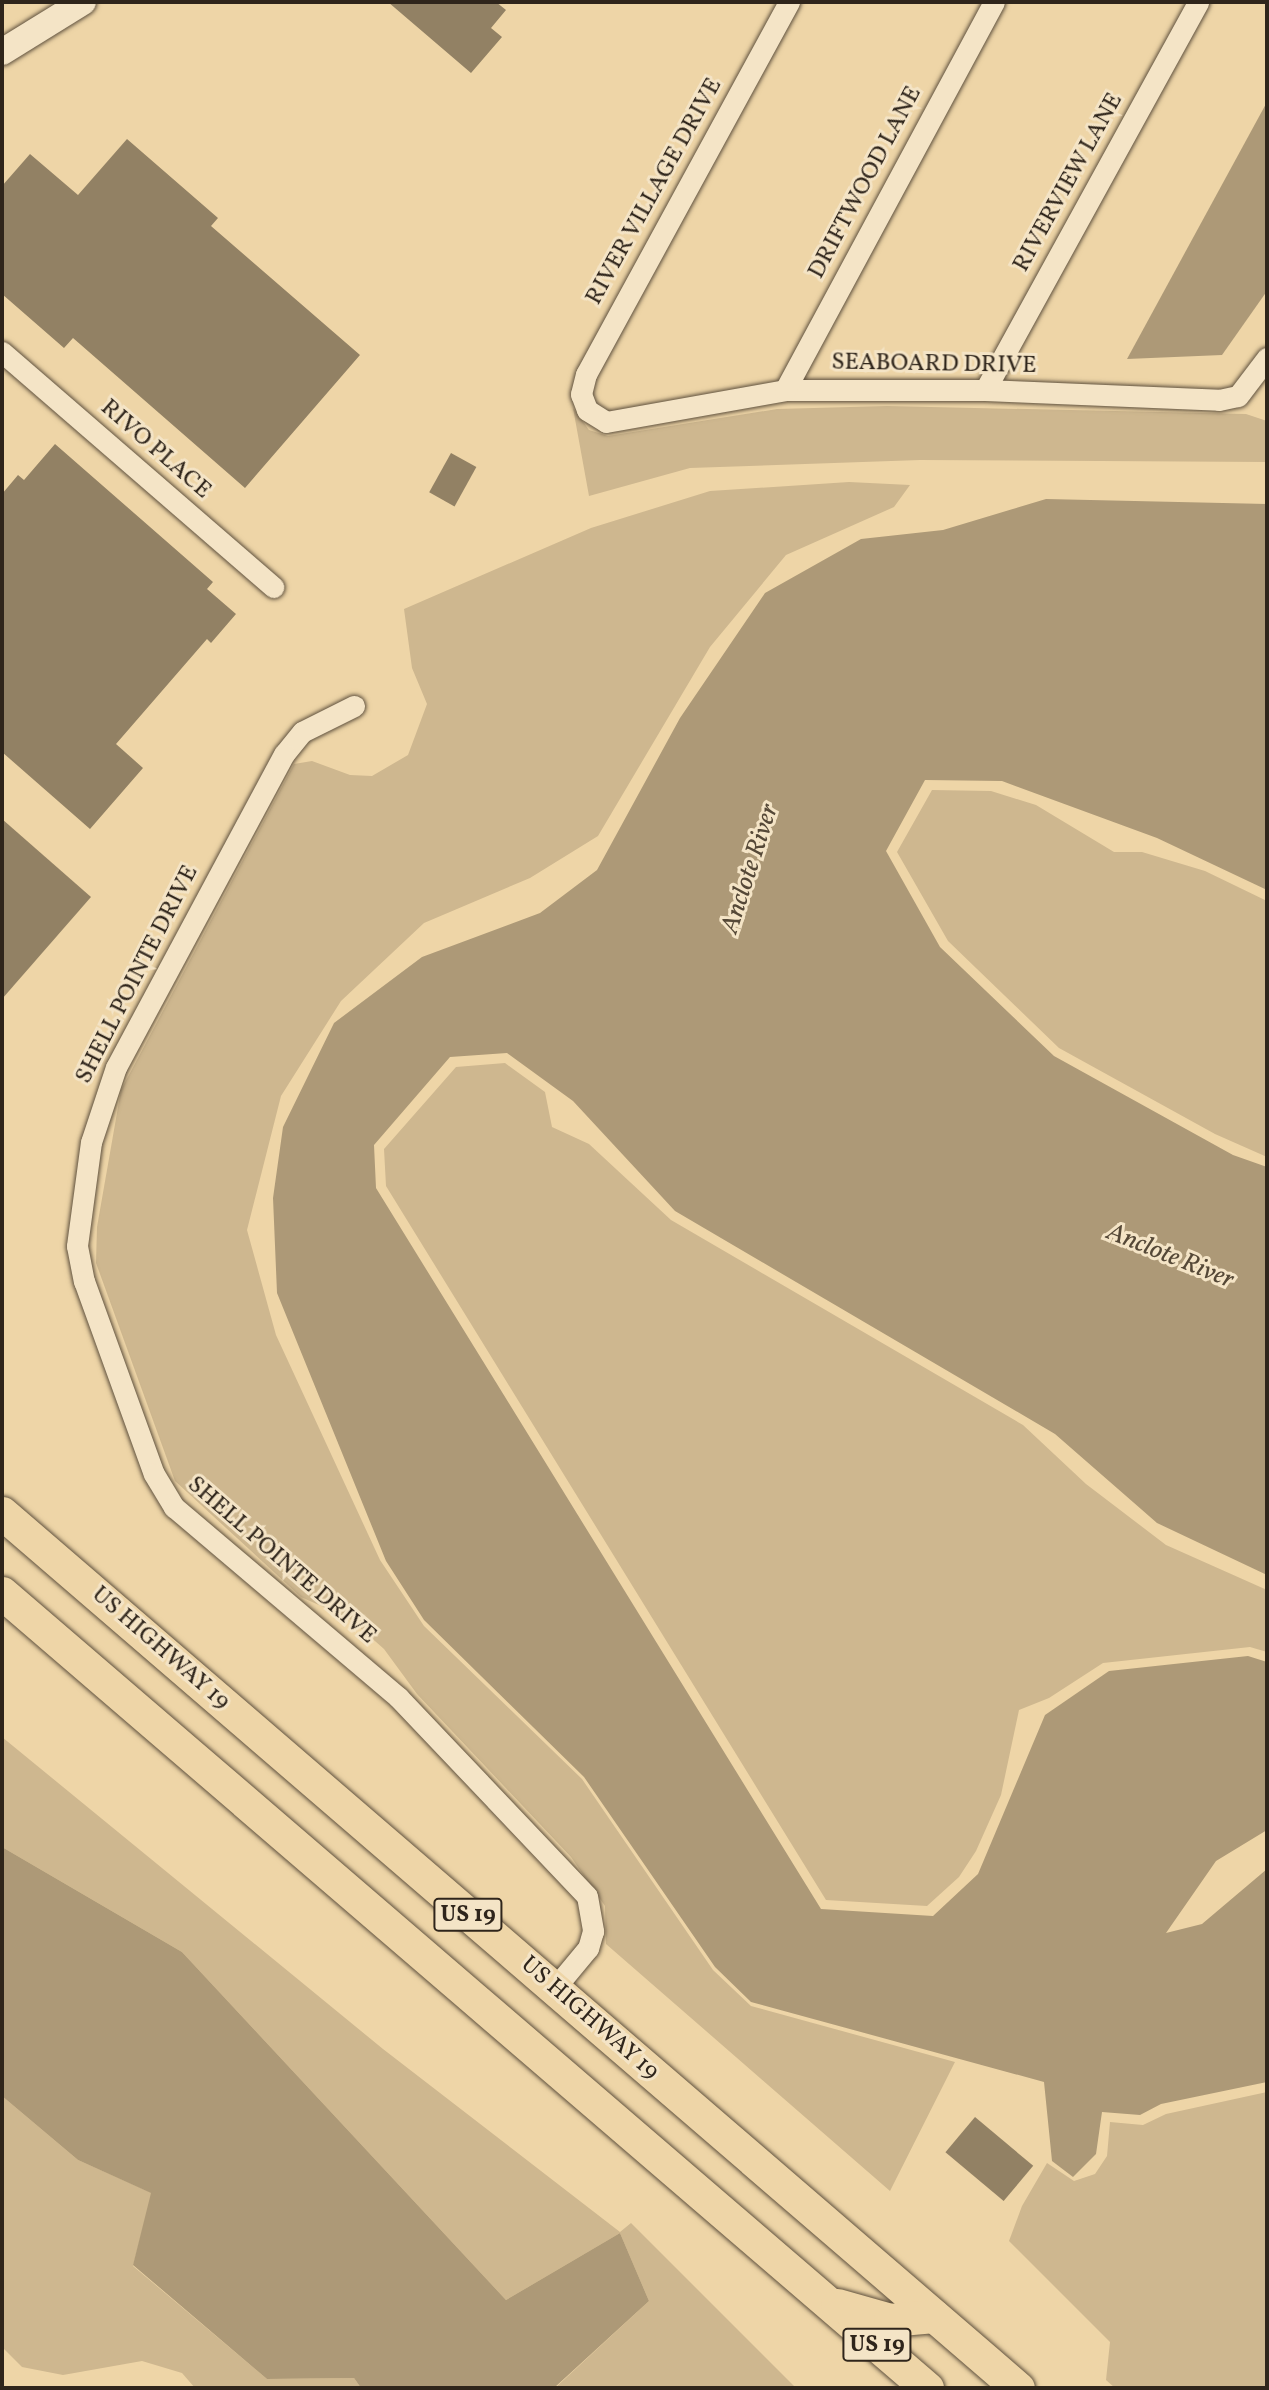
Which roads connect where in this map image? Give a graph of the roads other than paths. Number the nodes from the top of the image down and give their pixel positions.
1 (83, 2) edge
2 (789, 2) edge
3 (994, 2) edge
4 (1198, 2) edge
5 (2, 52) edge
6 (2, 352) edge
7 (1267, 358) edge
8 (785, 390) junction
9 (985, 390) junction
10 (586, 410) joint
11 (273, 587) dead end
12 (354, 706) dead end
13 (2, 1513) edge
14 (2, 1593) edge
15 (554, 1989) junction
16 (828, 2303) junction
17 (934, 2316) junction
18 (927, 2388) edge
19 (1018, 2388) edge

1 - 5 street
2 - 10 street, RIVER VILLAGE DRIVE
3 - 8 street, DRIFTWOOD LANE
4 - 9 street, RIVERVIEW LANE
6 - 11 street, RIVO PLACE
7 - 9 street, SEABOARD DRIVE
8 - 9 street, SEABOARD DRIVE
8 - 10 street, SEABOARD DRIVE
12 - 15 street, SHELL POINTE DRIVE
13 - 15 highway, US HIGHWAY 19 / US 19
14 - 16 highway, US 19
15 - 17 highway, US HIGHWAY 19 / US 19
16 - 17 highway
16 - 18 highway, US 19
17 - 19 highway, US HIGHWAY 19 / US 19

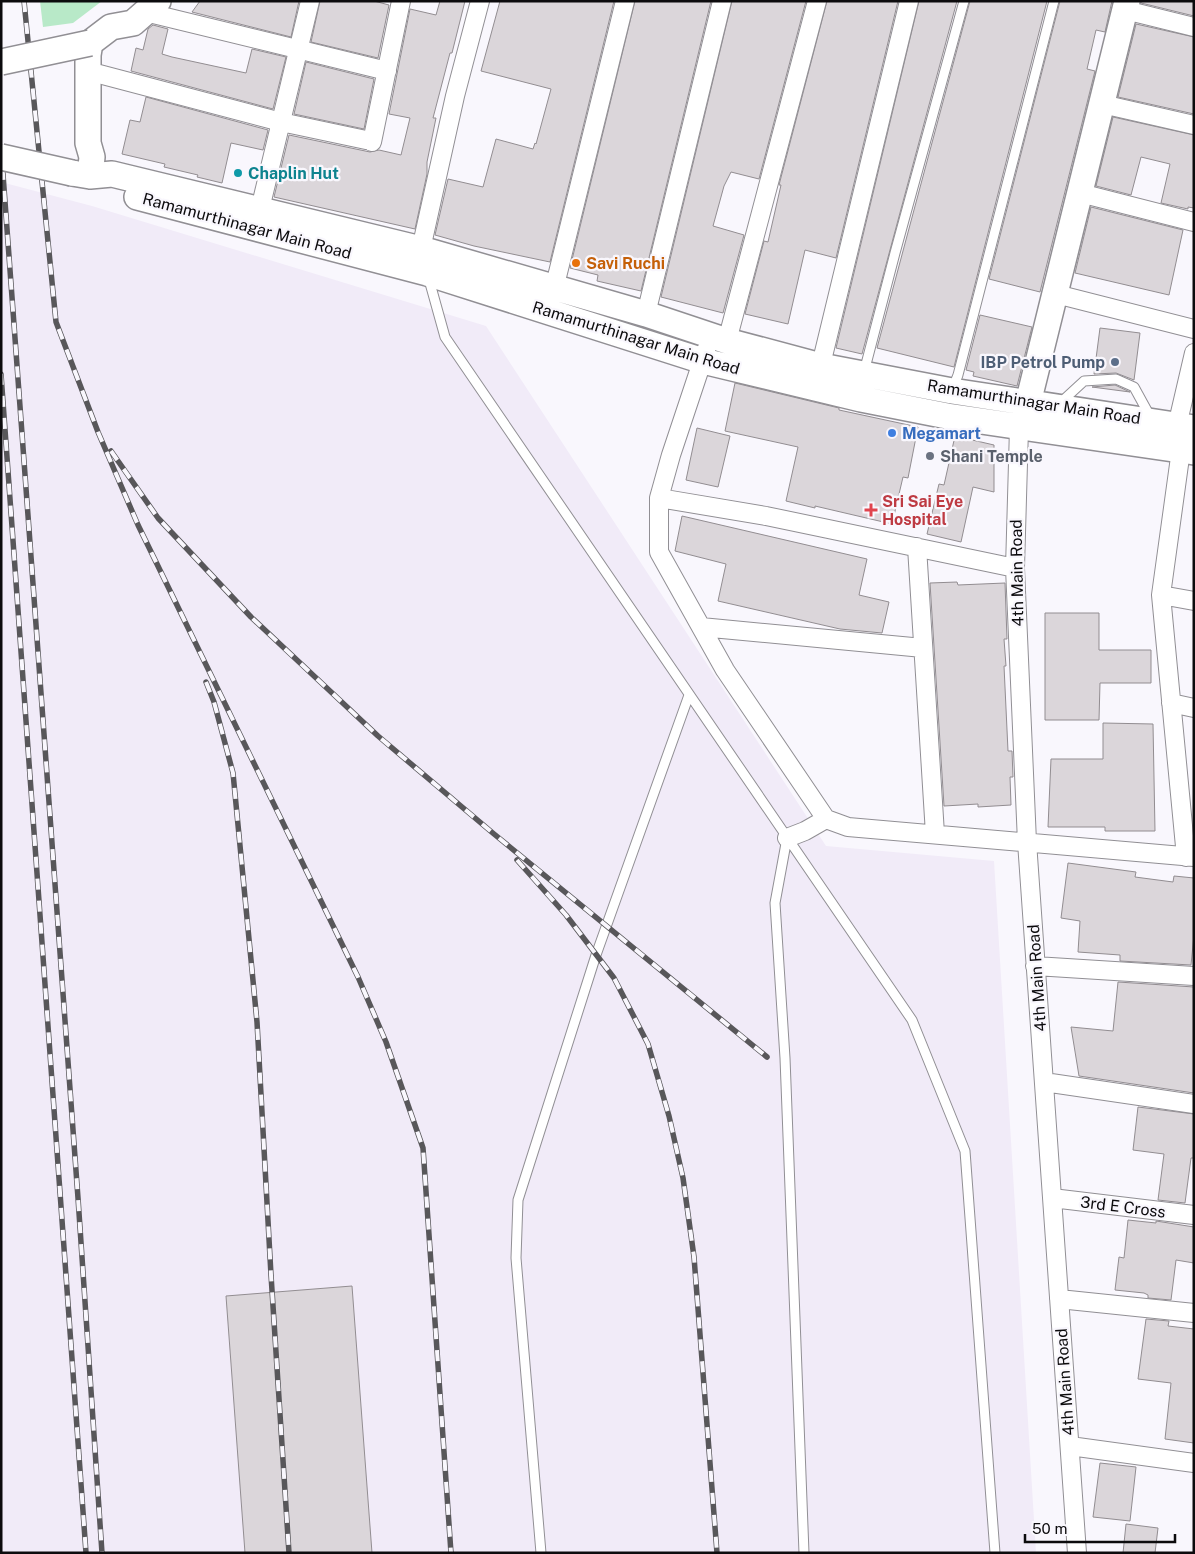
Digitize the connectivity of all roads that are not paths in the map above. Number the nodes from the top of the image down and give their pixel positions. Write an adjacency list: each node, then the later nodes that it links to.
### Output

____

Prompt:
Your reply should be the full data above, copied exactly, with no pictures in it.

Reply:
Which roads connect where in this map image? Give a graph of the roads other than paths. Number the nodes from the top of the image down and give their pixel positions.
1 (83, 2) edge
2 (789, 2) edge
3 (994, 2) edge
4 (1198, 2) edge
5 (2, 52) edge
6 (2, 352) edge
7 (1267, 358) edge
8 (785, 390) junction
9 (985, 390) junction
10 (586, 410) joint
11 (273, 587) dead end
12 (354, 706) dead end
13 (2, 1513) edge
14 (2, 1593) edge
15 (554, 1989) junction
16 (828, 2303) junction
17 (934, 2316) junction
18 (927, 2388) edge
19 (1018, 2388) edge

1 - 5 street
2 - 10 street, RIVER VILLAGE DRIVE
3 - 8 street, DRIFTWOOD LANE
4 - 9 street, RIVERVIEW LANE
6 - 11 street, RIVO PLACE
7 - 9 street, SEABOARD DRIVE
8 - 9 street, SEABOARD DRIVE
8 - 10 street, SEABOARD DRIVE
12 - 15 street, SHELL POINTE DRIVE
13 - 15 highway, US HIGHWAY 19 / US 19
14 - 16 highway, US 19
15 - 17 highway, US HIGHWAY 19 / US 19
16 - 17 highway
16 - 18 highway, US 19
17 - 19 highway, US HIGHWAY 19 / US 19

Digitize the connectivity of all roads that are not paths in the map above. Number the nodes from the top of the image down and give their pixel positions. Write an adjacency list: each node, then the later nodes that it links to.
### Output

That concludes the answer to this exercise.